Problem description – Your answer should be every line of the records that contains the word "DOCTEUR", copied as it stands.

Records provided –
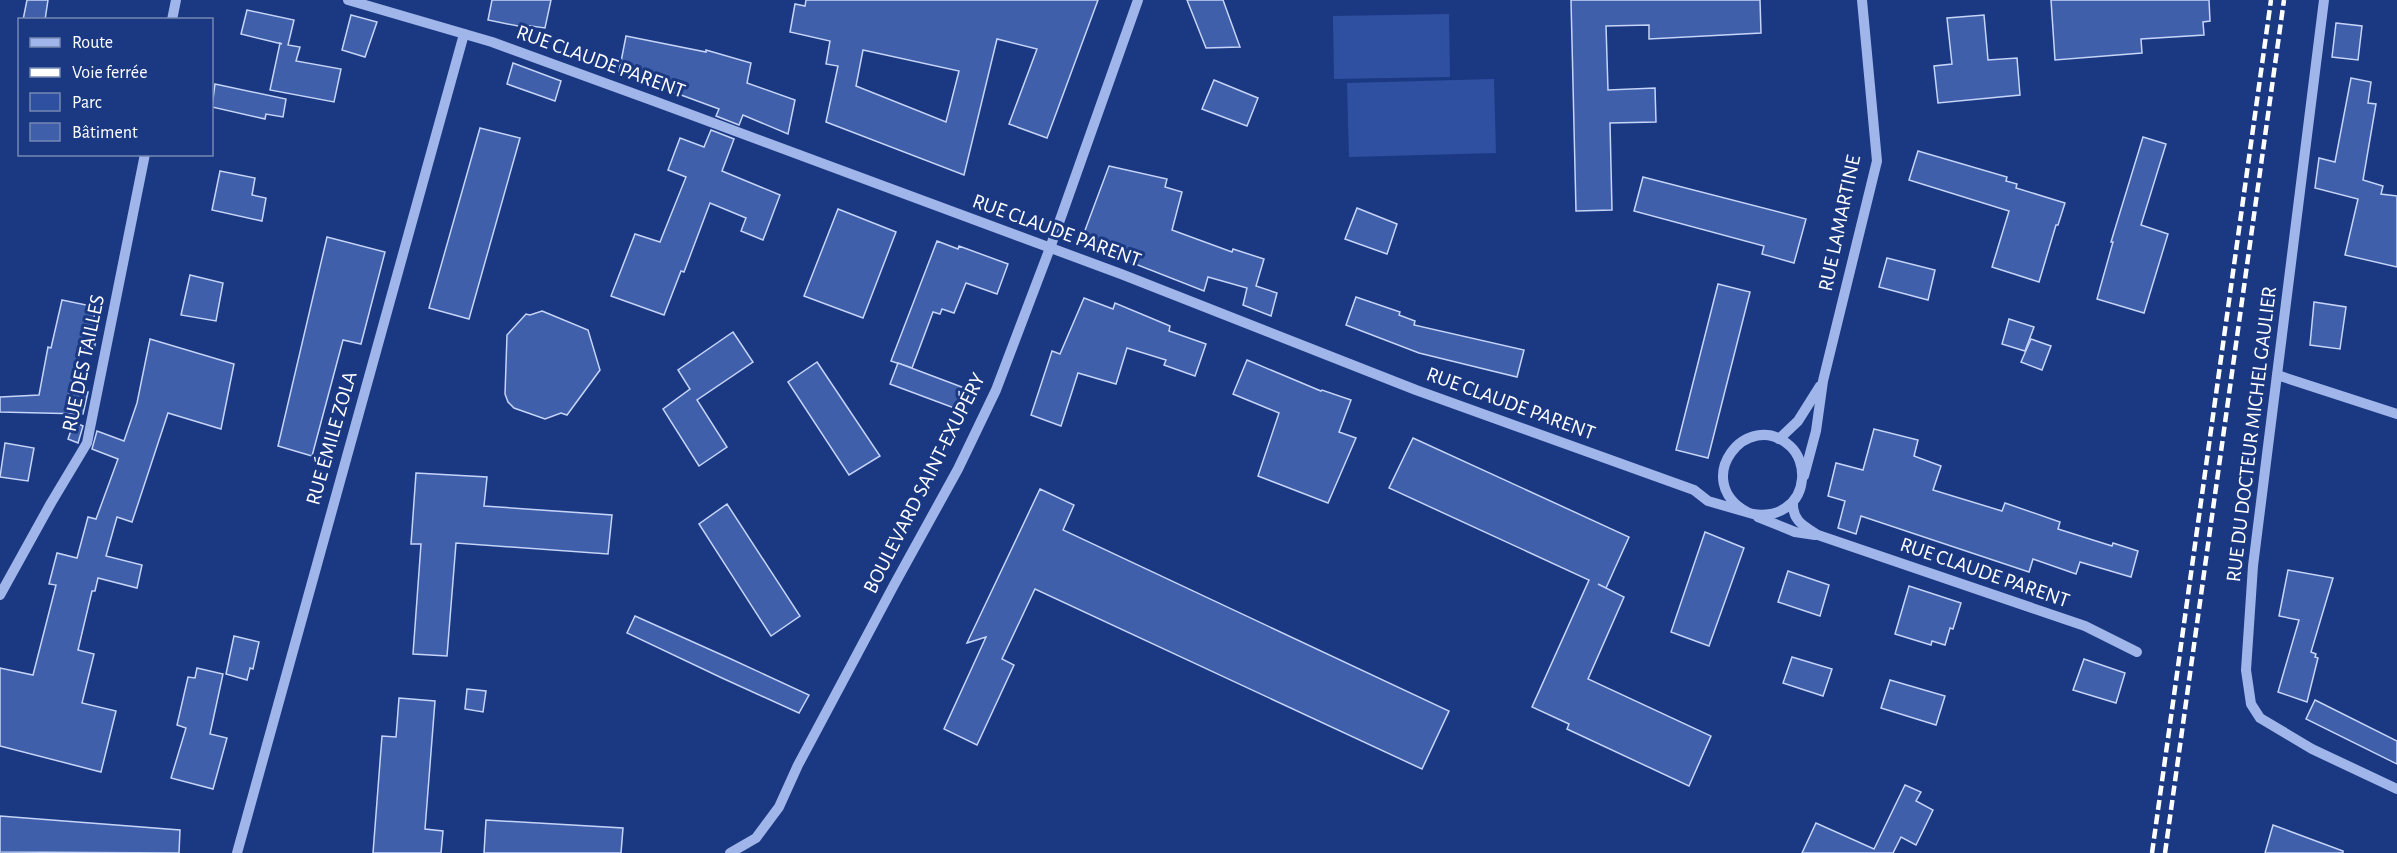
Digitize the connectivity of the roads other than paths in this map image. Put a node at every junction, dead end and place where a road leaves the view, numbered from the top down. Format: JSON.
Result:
{"nodes":[{"id":1,"x":176,"y":0,"type":"edge"},
{"id":2,"x":348,"y":0,"type":"edge"},
{"id":3,"x":1138,"y":0,"type":"edge"},
{"id":4,"x":1862,"y":0,"type":"edge"},
{"id":5,"x":2324,"y":0,"type":"edge"},
{"id":6,"x":172,"y":18,"type":"edge"},
{"id":7,"x":464,"y":34,"type":"junction"},
{"id":8,"x":145,"y":156,"type":"edge"},
{"id":9,"x":1050,"y":248,"type":"junction"},
{"id":10,"x":2277,"y":375,"type":"junction"},
{"id":11,"x":1823,"y":381,"type":"junction"},
{"id":12,"x":2397,"y":414,"type":"edge"},
{"id":13,"x":1779,"y":439,"type":"junction"},
{"id":14,"x":1802,"y":482,"type":"junction"},
{"id":15,"x":1793,"y":502,"type":"junction"},
{"id":16,"x":1750,"y":513,"type":"junction"},
{"id":17,"x":1818,"y":535,"type":"junction"},
{"id":18,"x":0,"y":595,"type":"edge"},
{"id":19,"x":2137,"y":652,"type":"dead end"},
{"id":20,"x":2397,"y":789,"type":"edge"},
{"id":21,"x":237,"y":853,"type":"edge"},
{"id":22,"x":730,"y":853,"type":"edge"}],
"edges":[{"from":1,"to":6,"type":"street"},
{"from":2,"to":7,"type":"street","name":"RUE CLAUDE PARENT"},
{"from":3,"to":9,"type":"street","name":"BOULEVARD SAINT-EXUPÉRY"},
{"from":4,"to":11,"type":"street","name":"RUE LAMARTINE"},
{"from":5,"to":10,"type":"street","name":"RUE DU DOCTEUR MICHEL GAULIER"},
{"from":7,"to":9,"type":"street","name":"RUE CLAUDE PARENT"},
{"from":7,"to":21,"type":"street","name":"RUE ÉMILE ZOLA"},
{"from":8,"to":18,"type":"street","name":"RUE DES TAILLES"},
{"from":9,"to":16,"type":"street","name":"RUE CLAUDE PARENT"},
{"from":9,"to":22,"type":"street","name":"BOULEVARD SAINT-EXUPÉRY"},
{"from":10,"to":12,"type":"street"},
{"from":10,"to":20,"type":"street","name":"RUE DU DOCTEUR MICHEL GAULIER"},
{"from":11,"to":13,"type":"street","name":"RUE LAMARTINE"},
{"from":11,"to":14,"type":"street","name":"RUE LAMARTINE"},
{"from":13,"to":14,"type":"street"},
{"from":13,"to":16,"type":"street"},
{"from":14,"to":15,"type":"street"},
{"from":15,"to":16,"type":"street"},
{"from":15,"to":17,"type":"street","name":"RUE CLAUDE PARENT"},
{"from":16,"to":17,"type":"street","name":"RUE CLAUDE PARENT"},
{"from":17,"to":19,"type":"street","name":"RUE CLAUDE PARENT"}]}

Final answer –
{"from":5,"to":10,"type":"street","name":"RUE DU DOCTEUR MICHEL GAULIER"},
{"from":10,"to":20,"type":"street","name":"RUE DU DOCTEUR MICHEL GAULIER"},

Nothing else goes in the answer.